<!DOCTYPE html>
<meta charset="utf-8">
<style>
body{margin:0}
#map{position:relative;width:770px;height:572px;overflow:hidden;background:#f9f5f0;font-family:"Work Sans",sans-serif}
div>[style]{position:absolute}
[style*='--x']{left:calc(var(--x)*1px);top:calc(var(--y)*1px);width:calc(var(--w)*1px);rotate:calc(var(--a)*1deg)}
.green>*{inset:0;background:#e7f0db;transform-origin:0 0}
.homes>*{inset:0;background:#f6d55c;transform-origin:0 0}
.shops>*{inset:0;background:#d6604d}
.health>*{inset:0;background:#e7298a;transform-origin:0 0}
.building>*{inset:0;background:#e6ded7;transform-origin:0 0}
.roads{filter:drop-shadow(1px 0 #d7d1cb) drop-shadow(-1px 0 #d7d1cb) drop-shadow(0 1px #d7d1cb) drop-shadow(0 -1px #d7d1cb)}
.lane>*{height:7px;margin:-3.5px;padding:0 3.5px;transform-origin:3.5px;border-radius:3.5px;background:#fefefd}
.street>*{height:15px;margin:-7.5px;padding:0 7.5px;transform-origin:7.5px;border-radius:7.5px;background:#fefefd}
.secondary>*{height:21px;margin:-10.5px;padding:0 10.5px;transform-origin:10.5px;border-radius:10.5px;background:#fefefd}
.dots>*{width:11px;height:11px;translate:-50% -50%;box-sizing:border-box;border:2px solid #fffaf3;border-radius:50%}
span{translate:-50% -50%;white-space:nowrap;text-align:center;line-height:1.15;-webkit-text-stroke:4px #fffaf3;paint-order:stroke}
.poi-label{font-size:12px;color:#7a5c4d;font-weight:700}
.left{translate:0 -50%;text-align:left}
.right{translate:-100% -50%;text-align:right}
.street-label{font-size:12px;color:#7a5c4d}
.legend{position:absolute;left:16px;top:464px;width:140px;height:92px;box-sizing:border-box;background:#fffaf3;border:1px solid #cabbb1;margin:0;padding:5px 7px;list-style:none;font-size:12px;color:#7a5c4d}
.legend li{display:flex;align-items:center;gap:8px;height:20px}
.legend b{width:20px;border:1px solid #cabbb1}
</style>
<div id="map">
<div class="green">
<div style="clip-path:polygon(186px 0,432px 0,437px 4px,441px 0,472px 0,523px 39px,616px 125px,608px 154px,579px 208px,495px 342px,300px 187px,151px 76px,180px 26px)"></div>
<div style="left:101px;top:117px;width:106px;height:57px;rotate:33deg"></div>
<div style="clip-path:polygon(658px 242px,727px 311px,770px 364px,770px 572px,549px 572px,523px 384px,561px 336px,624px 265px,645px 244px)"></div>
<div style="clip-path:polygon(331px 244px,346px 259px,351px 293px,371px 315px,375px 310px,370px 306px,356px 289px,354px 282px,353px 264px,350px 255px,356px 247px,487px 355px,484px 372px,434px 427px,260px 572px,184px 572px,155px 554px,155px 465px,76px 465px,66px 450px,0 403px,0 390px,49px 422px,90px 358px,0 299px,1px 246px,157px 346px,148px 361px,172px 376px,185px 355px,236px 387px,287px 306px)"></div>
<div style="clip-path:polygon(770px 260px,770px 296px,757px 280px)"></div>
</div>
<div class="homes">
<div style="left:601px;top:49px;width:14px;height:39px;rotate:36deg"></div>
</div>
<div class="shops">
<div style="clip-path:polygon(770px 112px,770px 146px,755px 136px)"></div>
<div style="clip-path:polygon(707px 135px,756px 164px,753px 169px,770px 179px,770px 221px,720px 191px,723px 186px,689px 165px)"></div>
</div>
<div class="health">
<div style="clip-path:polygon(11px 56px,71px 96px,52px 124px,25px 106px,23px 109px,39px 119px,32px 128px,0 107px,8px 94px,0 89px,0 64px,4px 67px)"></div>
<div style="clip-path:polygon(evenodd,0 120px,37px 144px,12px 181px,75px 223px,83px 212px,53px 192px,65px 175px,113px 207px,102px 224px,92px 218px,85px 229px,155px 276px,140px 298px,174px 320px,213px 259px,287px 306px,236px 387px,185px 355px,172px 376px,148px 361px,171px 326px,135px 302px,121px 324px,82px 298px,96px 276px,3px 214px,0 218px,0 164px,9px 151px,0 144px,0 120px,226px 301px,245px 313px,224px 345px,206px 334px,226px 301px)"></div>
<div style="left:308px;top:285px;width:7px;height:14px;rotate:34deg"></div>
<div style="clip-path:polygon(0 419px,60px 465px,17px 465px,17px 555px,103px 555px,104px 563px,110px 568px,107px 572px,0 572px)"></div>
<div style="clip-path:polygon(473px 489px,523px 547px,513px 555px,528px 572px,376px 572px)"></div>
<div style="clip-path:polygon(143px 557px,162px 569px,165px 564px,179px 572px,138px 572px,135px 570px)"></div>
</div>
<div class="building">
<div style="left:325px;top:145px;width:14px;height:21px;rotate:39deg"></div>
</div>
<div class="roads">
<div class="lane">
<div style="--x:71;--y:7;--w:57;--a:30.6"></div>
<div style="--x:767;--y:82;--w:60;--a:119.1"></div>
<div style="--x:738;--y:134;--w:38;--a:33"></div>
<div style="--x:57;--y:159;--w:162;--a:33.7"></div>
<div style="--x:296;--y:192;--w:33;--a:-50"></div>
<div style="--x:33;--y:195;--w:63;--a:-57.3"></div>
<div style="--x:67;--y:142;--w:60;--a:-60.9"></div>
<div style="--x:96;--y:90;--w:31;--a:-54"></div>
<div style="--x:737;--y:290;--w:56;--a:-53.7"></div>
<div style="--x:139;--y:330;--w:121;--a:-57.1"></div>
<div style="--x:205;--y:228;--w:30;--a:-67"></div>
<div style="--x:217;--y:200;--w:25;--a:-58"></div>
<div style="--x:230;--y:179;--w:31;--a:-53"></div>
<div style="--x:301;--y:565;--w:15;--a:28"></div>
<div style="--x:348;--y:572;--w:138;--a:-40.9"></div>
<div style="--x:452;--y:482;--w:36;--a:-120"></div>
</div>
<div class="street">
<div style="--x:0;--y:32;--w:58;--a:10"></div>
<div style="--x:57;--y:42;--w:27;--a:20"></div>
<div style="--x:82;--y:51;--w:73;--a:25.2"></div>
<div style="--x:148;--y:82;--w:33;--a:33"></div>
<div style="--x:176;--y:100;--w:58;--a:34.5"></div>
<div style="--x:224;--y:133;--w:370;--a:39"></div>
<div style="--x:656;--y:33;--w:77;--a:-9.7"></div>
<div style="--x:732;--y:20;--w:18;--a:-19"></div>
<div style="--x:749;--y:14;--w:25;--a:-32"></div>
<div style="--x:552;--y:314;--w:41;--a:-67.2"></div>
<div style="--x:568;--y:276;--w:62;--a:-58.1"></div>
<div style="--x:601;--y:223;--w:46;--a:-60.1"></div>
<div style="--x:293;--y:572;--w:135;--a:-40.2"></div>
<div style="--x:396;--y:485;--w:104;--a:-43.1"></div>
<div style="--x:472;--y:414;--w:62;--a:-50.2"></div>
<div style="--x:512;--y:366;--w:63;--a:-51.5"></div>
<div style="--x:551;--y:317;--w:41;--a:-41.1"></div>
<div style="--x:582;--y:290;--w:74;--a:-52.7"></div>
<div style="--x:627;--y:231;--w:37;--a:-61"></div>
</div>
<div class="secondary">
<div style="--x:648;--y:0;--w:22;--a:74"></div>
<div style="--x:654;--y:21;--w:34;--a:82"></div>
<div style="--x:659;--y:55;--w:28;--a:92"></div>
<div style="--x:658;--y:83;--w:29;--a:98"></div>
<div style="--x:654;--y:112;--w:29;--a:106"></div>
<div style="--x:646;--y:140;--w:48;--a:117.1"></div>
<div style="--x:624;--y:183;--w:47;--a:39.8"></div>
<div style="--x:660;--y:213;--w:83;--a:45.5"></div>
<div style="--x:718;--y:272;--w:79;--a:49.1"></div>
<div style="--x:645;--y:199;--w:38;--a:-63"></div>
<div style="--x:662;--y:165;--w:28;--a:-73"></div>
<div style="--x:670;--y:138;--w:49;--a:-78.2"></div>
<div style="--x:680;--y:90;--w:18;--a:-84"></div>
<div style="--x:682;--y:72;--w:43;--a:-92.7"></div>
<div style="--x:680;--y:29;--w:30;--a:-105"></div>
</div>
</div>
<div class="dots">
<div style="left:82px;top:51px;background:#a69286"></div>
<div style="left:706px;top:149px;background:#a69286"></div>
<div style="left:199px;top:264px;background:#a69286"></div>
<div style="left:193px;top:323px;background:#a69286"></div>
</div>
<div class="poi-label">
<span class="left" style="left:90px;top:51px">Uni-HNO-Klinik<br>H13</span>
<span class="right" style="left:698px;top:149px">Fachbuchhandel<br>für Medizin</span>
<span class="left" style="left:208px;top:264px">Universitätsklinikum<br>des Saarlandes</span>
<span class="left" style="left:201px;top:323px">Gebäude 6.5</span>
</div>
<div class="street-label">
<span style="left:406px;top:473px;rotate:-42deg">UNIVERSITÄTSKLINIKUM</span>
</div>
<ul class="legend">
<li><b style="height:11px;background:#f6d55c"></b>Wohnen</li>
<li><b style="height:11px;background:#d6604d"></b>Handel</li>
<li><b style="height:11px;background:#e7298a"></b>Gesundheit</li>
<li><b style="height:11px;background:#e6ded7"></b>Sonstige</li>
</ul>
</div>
+ + + +
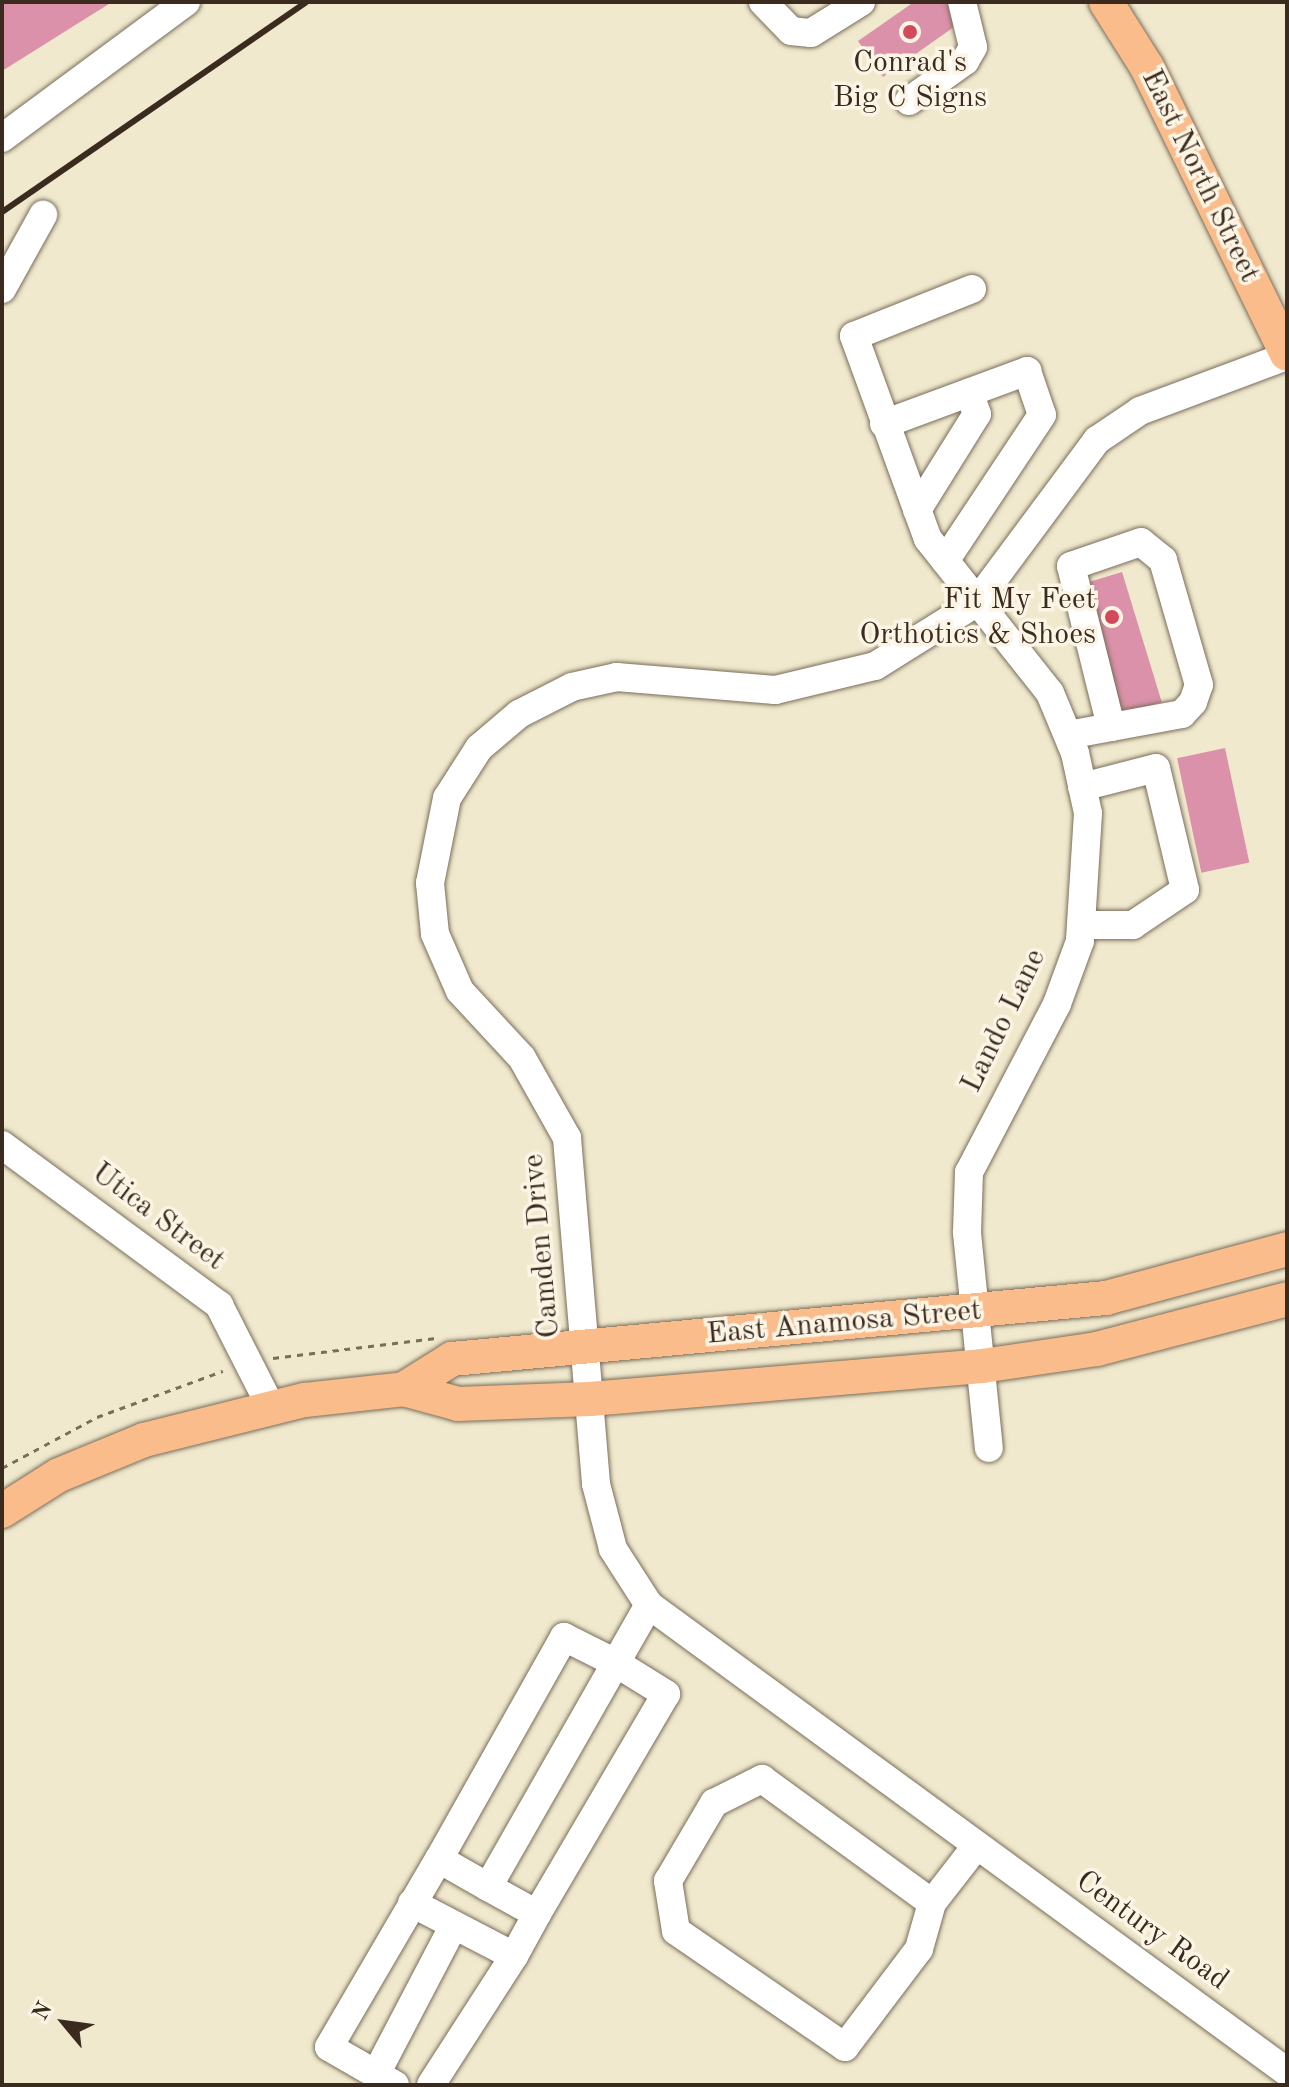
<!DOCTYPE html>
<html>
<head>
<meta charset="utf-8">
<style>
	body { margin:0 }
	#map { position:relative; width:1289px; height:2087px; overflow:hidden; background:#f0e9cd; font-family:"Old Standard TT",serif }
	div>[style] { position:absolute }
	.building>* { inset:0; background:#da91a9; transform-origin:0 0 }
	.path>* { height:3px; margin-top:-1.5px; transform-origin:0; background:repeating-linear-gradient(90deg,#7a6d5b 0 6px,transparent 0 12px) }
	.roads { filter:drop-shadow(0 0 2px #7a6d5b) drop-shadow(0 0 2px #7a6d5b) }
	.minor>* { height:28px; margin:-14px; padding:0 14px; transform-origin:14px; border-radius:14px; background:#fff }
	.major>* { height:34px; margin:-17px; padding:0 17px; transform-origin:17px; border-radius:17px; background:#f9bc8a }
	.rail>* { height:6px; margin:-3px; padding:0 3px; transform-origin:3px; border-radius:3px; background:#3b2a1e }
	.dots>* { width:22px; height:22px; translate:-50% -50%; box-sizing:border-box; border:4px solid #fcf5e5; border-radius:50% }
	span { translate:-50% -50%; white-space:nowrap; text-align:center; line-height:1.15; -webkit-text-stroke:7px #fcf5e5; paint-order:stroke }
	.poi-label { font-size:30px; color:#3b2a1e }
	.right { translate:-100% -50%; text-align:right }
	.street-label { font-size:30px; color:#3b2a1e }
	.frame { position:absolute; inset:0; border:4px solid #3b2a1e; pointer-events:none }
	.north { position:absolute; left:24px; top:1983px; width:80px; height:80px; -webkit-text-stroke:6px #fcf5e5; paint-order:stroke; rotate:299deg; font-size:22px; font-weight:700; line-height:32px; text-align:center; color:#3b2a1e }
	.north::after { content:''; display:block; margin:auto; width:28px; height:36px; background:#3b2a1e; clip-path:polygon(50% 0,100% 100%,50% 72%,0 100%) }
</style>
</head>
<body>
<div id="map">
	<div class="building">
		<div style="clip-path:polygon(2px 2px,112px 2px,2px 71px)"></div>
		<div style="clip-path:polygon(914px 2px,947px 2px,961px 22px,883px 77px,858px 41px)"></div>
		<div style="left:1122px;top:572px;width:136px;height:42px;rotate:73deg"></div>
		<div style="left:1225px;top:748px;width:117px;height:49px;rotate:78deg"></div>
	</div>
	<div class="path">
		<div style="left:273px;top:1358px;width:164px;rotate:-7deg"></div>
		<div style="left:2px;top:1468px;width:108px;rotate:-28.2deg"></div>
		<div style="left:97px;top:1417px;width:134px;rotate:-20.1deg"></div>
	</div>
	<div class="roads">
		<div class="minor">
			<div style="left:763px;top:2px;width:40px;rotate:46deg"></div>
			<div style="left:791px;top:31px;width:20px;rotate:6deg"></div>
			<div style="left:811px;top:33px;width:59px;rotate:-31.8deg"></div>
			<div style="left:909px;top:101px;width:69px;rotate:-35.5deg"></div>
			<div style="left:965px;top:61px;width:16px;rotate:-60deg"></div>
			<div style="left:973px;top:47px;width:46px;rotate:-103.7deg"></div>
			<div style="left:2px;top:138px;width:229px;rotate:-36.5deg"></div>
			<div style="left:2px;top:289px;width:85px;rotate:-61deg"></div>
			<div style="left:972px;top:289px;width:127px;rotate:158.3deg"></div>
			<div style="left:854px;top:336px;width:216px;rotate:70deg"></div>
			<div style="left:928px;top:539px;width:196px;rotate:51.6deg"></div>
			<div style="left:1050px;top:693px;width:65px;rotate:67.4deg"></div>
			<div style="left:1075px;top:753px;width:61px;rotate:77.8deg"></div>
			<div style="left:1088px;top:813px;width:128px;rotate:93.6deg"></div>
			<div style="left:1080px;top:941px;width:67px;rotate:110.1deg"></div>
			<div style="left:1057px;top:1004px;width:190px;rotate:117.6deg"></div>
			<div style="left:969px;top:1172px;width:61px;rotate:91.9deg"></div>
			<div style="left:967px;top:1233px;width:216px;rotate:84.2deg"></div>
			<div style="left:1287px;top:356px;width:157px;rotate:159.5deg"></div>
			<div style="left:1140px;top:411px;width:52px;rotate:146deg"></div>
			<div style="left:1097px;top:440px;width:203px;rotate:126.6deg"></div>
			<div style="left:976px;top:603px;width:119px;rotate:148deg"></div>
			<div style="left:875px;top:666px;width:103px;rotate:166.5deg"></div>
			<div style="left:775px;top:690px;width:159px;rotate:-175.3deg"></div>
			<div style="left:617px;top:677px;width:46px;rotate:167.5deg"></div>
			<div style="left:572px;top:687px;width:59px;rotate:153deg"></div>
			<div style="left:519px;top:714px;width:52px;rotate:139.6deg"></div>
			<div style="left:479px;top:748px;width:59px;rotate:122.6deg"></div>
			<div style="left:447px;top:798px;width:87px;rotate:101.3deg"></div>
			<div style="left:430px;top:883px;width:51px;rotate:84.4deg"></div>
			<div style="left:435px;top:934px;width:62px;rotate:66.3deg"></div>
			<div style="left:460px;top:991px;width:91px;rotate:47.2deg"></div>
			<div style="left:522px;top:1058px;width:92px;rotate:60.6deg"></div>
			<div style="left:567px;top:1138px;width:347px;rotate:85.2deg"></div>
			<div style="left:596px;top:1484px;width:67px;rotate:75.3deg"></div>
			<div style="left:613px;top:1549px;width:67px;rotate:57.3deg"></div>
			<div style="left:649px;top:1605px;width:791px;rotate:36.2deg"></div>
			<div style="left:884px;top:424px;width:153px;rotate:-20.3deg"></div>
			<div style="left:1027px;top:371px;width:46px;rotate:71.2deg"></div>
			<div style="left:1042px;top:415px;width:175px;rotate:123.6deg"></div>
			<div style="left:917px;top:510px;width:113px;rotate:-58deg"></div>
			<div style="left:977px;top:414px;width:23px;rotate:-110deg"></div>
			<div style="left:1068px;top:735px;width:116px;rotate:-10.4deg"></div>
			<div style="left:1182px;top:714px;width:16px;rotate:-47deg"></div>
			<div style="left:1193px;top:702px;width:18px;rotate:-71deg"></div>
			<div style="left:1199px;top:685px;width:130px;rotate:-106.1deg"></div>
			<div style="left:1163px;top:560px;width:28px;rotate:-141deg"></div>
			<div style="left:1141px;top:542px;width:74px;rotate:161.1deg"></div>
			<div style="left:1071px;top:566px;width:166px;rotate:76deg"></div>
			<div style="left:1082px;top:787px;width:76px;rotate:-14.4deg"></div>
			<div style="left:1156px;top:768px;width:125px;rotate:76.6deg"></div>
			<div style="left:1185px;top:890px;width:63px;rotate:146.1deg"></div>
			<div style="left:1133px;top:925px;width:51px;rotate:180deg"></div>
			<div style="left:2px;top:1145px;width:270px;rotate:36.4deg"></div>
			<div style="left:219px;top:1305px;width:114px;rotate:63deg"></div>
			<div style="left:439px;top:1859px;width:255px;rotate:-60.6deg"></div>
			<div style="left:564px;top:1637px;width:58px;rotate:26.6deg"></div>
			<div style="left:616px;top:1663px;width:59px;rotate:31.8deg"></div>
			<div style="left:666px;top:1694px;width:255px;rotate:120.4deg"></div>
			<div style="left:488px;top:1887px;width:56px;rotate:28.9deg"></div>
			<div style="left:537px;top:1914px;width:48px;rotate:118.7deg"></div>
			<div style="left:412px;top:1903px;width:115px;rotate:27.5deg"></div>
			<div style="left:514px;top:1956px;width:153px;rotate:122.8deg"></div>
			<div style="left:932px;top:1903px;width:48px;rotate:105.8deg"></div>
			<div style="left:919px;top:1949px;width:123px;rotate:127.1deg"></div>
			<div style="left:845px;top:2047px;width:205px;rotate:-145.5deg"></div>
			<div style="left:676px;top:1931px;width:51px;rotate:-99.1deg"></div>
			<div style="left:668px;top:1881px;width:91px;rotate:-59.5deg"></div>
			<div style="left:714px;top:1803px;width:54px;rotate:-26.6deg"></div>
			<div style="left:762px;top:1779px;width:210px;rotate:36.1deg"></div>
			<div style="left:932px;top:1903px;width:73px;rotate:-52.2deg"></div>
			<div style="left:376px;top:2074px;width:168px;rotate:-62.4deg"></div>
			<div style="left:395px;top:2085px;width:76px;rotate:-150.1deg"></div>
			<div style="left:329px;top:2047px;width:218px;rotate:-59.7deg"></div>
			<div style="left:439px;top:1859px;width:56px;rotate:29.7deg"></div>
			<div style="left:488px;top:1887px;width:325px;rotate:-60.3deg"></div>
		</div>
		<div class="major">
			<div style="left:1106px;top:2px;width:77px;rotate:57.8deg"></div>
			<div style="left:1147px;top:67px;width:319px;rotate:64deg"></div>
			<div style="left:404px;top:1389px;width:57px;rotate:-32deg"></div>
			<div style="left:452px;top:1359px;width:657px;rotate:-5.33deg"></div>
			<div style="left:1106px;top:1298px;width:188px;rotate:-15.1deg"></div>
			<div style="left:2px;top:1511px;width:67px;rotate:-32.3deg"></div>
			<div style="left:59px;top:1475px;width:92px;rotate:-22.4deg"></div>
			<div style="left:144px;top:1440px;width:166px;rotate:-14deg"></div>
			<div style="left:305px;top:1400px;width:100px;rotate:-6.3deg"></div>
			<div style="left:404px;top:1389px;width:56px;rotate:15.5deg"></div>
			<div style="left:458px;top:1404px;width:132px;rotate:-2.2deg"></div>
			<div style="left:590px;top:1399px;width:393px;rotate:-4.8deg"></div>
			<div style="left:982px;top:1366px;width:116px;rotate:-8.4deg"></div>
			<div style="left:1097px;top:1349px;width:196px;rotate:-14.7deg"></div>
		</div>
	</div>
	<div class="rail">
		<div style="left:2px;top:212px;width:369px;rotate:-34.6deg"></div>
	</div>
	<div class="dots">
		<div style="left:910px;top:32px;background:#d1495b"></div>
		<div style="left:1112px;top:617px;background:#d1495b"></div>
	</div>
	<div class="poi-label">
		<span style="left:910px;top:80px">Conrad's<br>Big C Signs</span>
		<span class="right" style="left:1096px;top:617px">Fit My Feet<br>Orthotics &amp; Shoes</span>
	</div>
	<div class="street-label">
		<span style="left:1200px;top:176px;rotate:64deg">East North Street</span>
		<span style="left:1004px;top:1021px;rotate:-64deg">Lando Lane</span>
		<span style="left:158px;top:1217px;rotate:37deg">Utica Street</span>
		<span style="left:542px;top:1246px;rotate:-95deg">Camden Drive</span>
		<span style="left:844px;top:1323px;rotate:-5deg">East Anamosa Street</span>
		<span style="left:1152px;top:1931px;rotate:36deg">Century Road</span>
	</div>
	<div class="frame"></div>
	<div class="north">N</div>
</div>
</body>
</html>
+ + + +
> [What this task involves] Where a line in the records above contains "green", include it in the count, and give only that number.

> [Expected answer] 2